Sec.  800.403  Deferral, rejection, or disposition of certain voluntary 
notices.

    (a) The Committee, acting through the Staff Chairperson, may:
    (1) Reject any voluntary notice that does not comply with Sec.  
800.402 and so inform the parties promptly in writing;
    (2) Reject any voluntary notice at any time, and so inform the 
parties promptly in writing, if, after the notice has been submitted 
and before action by the Committee or the President has been concluded:
    (i) There is a material change in the transaction as to which 
notification has been made; or
    (ii) Information comes to light that contradicts material 
information provided in the notice by the parties;
    (3) Reject any voluntary notice at any time after the notice has 
been accepted, and so inform the parties promptly in writing, if the 
party or parties that have submitted the voluntary notice do not 
provide follow-up information requested by the Staff Chairperson within 
three business days of the request, or within a longer time frame if 
the parties so request in writing and the Staff Chairperson grants that 
request in writing; or
    (4) Reject any voluntary notice before the conclusion of a review 
or investigation, and so inform the parties promptly in writing, if one 
of the parties submitting the voluntary notice has not submitted the 
final certification required by Sec.  800.701(d).
    (b) Notwithstanding the authority of the Staff Chairperson under 
paragraph (a) of this section to reject an incomplete notice, the Staff 
Chairperson may defer acceptance of the notice, and the beginning of 
the thirty-day review period, to obtain any information required under 
this section that has not been submitted by the notifying party or 
parties or other parties to the transaction. Where necessary to obtain 
such information, the Staff Chairperson may inform any non-notifying 
party or

[[Page 70727]]

parties that notice has been filed with respect to a proposed 
transaction involving the party, and request that certain information 
required under this section, as specified by the Staff Chairperson, be 
provided to the Committee within seven days after receipt of the Staff 
Chairperson's request.
    (c) The Staff Chairperson shall notify the parties when the 
Committee has found that the transaction that is the subject of a 
voluntary notice is not a covered transaction.

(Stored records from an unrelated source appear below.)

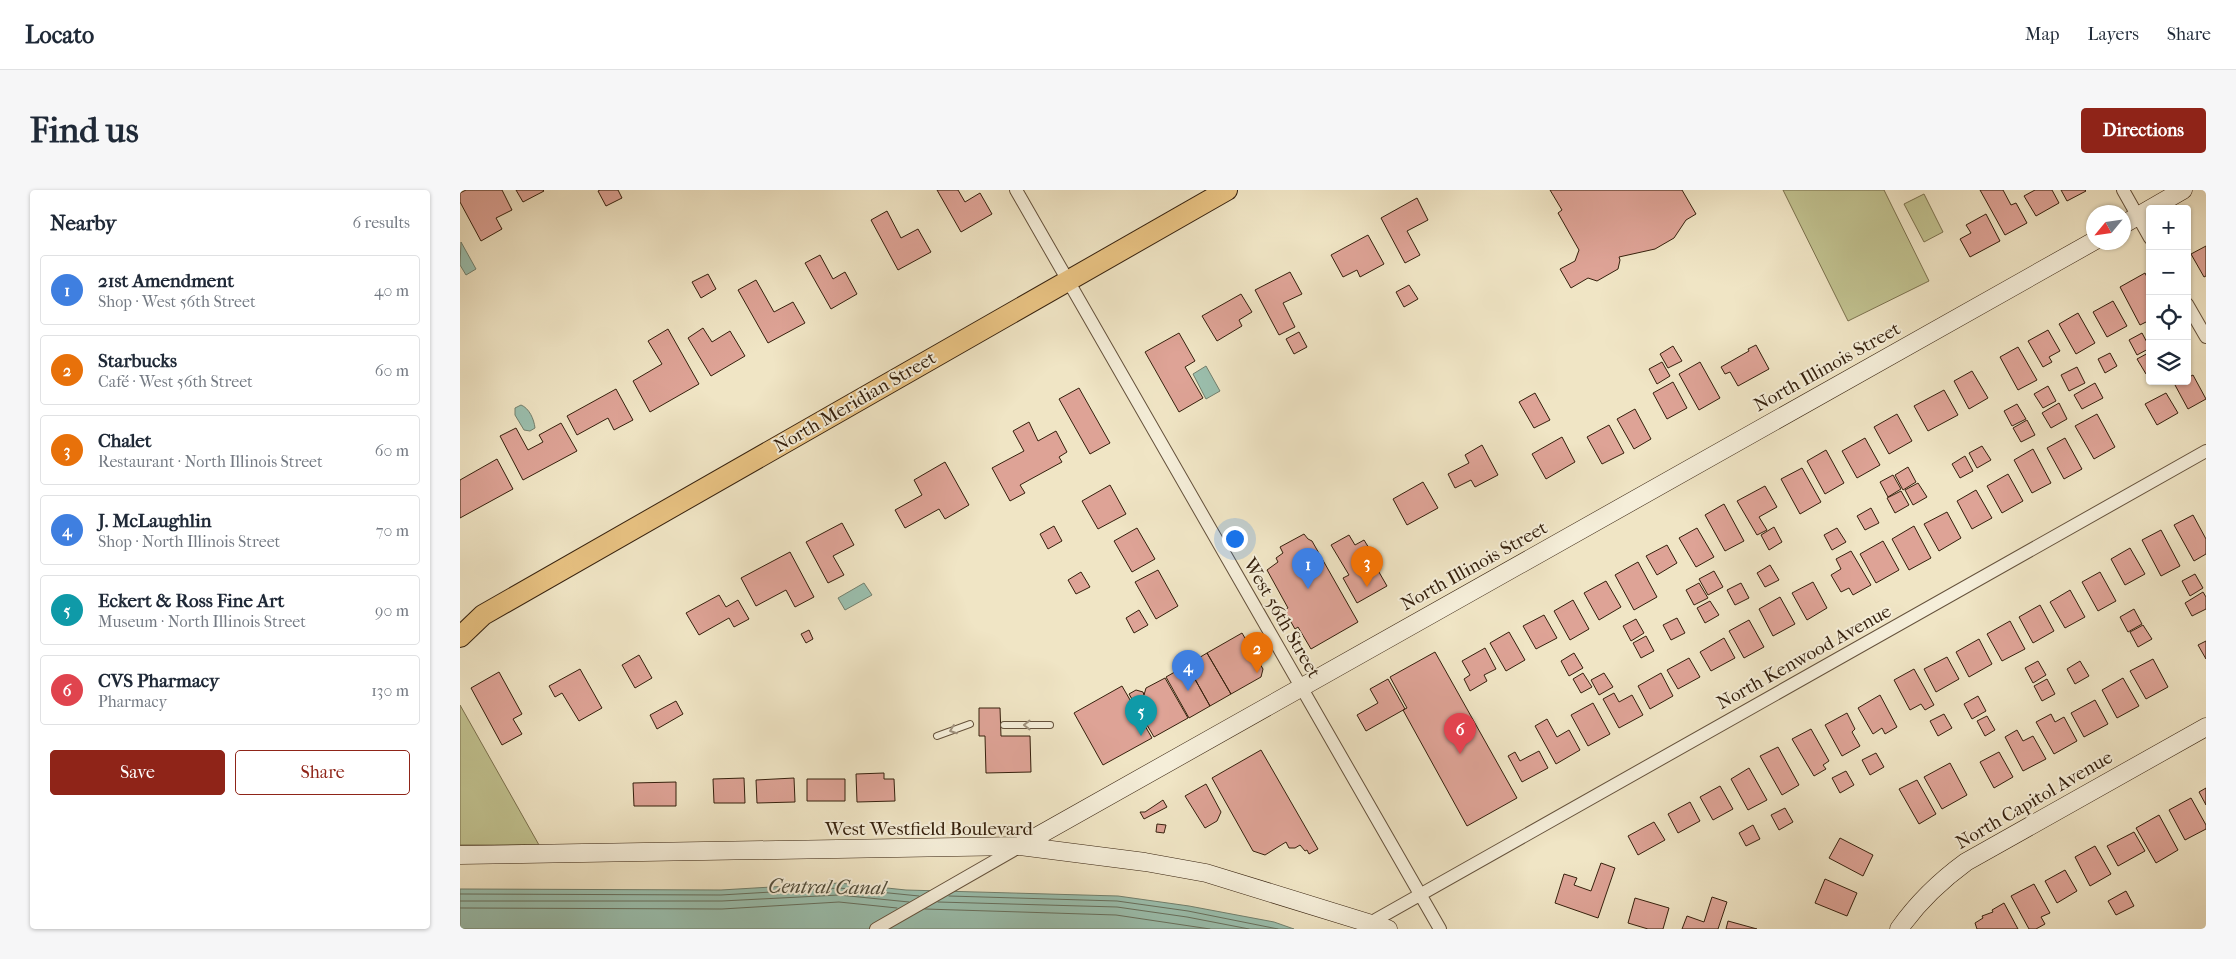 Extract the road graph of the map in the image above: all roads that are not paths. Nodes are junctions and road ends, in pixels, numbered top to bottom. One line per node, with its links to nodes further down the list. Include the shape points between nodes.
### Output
1 (1016, 190): 10 (street, West 56th Street)
2 (1227, 190): 10 (main road, North Meridian Street)
3 (2123, 190): 5 (street)
4 (2183, 190): 6 (main road)
5 (2126, 205)
6 (2131, 219)
7 (2131, 221): 8 (street)
8 (2146, 234)
9 (2086, 246): 17 (main road, North Illinois Street)
10 (1068, 280): 14 (main road, North Meridian Street); 17 (street, West 56th Street)
11 (2191, 311): 12 (street)
12 (2206, 336)
13 (2206, 451): 25 (street, North Kenwood Avenue)
14 (483, 615): 15 (main road, North Meridian Street); 16 (main road, North Meridian Street)
15 (460, 621)
16 (460, 636)
17 (1301, 688): 23 (main road, North Illinois Street); 25 (street, West 56th Street)
18 (970, 724): 22 (lane, one-way to 22)
19 (1004, 724): 20 (lane, one-way to 19)
20 (1050, 725)
21 (2206, 727): 30 (main road, North Capitol Avenue, via 1966,862 1928,894)
22 (936, 736)
23 (1020, 846): 24 (main road, West Westfield Boulevard); 26 (main road, West Westfield Boulevard, via 1145,862 1214,875); 27 (street, North Illinois Street)
24 (460, 855)
25 (1421, 895): 26 (street, North Kenwood Avenue); 29 (street)
26 (1370, 923): 28 (main road, West Westfield Boulevard)
27 (876, 929)
28 (1388, 929)
29 (1440, 929)
30 (1899, 929) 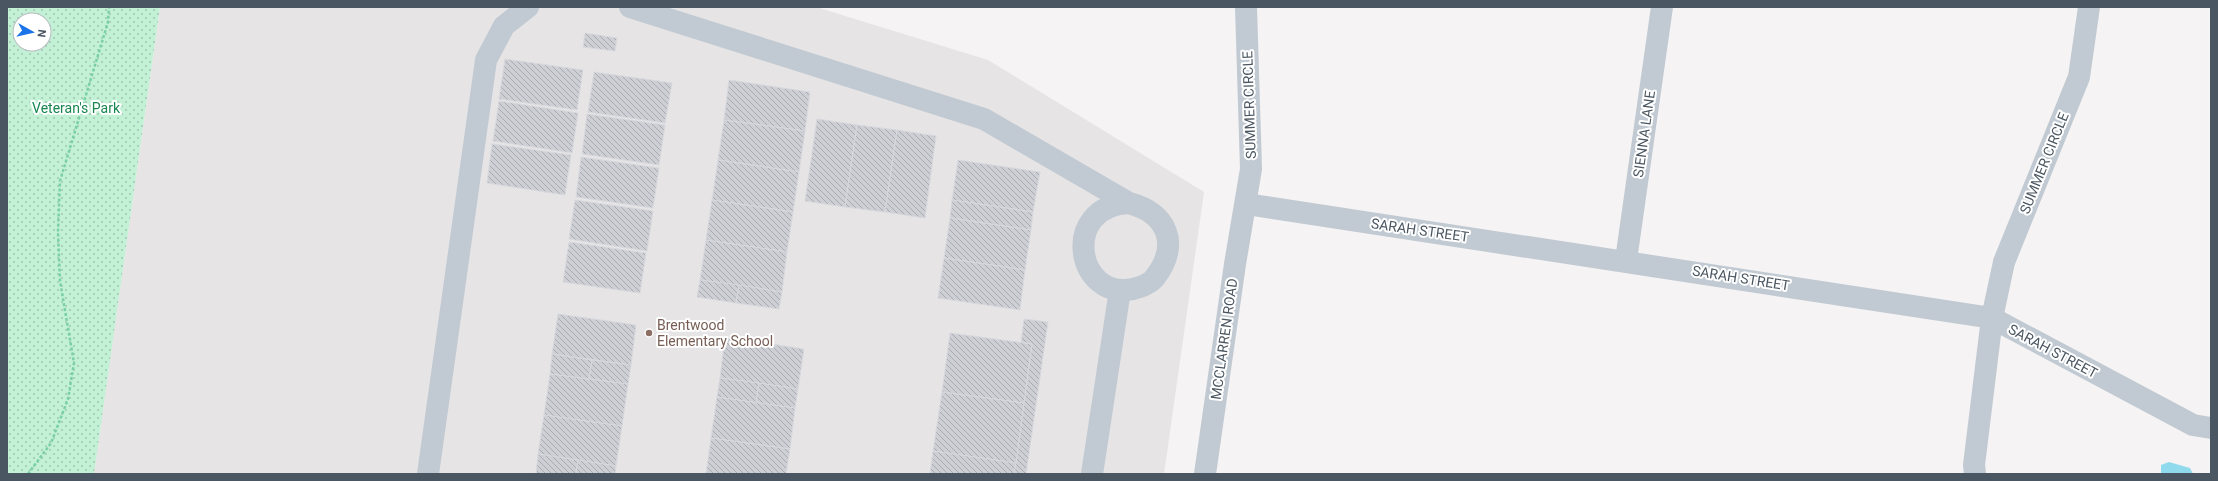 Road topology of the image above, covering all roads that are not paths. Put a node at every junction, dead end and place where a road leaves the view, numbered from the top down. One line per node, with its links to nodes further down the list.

    Example 1. The Staff Chairperson receives a joint notice from 
Corporation A, a foreign person, and Corporation X, a company that 
is owned and controlled by U.S. nationals, with respect to 
Corporation A's intent to purchase all of the shares of Corporation 
X. The joint notice does not contain any information described under 
Sec.  800.402(c)(3)(iii) and (iv) concerning classified materials 
and products or services supplied to the U.S. military services. The 
Staff Chairperson may reject the notice or defer the start of the 
thirty-day review period until the parties have supplied the omitted 
information.
    Example 2. Same facts as in the first sentence of Example 1, 
except that the joint notice indicates that Corporation A does not 
intend to purchase Corporation X's Division Y, which is engaged in 
classified work for a U.S. Government agency. Corporations A and X 
notify the Committee on the 25th day of the 30-day notice period 
that Division Y will also be acquired by Corporation A. This fact 
constitutes a material change with respect to the transaction as 
originally notified, and the Staff Chairperson may reject the 
notice.
    Example 3. The Staff Chairperson receives a joint notice by 
Corporation A, a foreign person, and Corporation X, a U.S. business, 
indicating that Corporation A intends to purchase five percent of 
the voting securities of Corporation X. Under the particular facts 
and circumstances presented, the Committee concludes that 
Corporation A's purchase of this interest in Corporation X could not 
result in foreign control of Corporation X. The Staff Chairperson 
shall advise the parties in writing that the transaction as 
presented is not subject to section 721.
    Example 4. The Staff Chairperson receives a voluntary notice 
involving the acquisition by Company A, a foreign person, of the 
entire interest in Company X, a U.S. business. The notice mentions 
the involvement of a second foreign person in the transaction, 
Company B, but states that Company B is merely a passive investor in 
the transaction. During the course of the review, the parties 
provide information that clarifies that Company B has the right to 
appoint two members of Company X's board of directors. This 
information contradicts the material assertion in the notice that 
Company B is a passive investor. The Committee may reject this 
notice without concluding review under section 721.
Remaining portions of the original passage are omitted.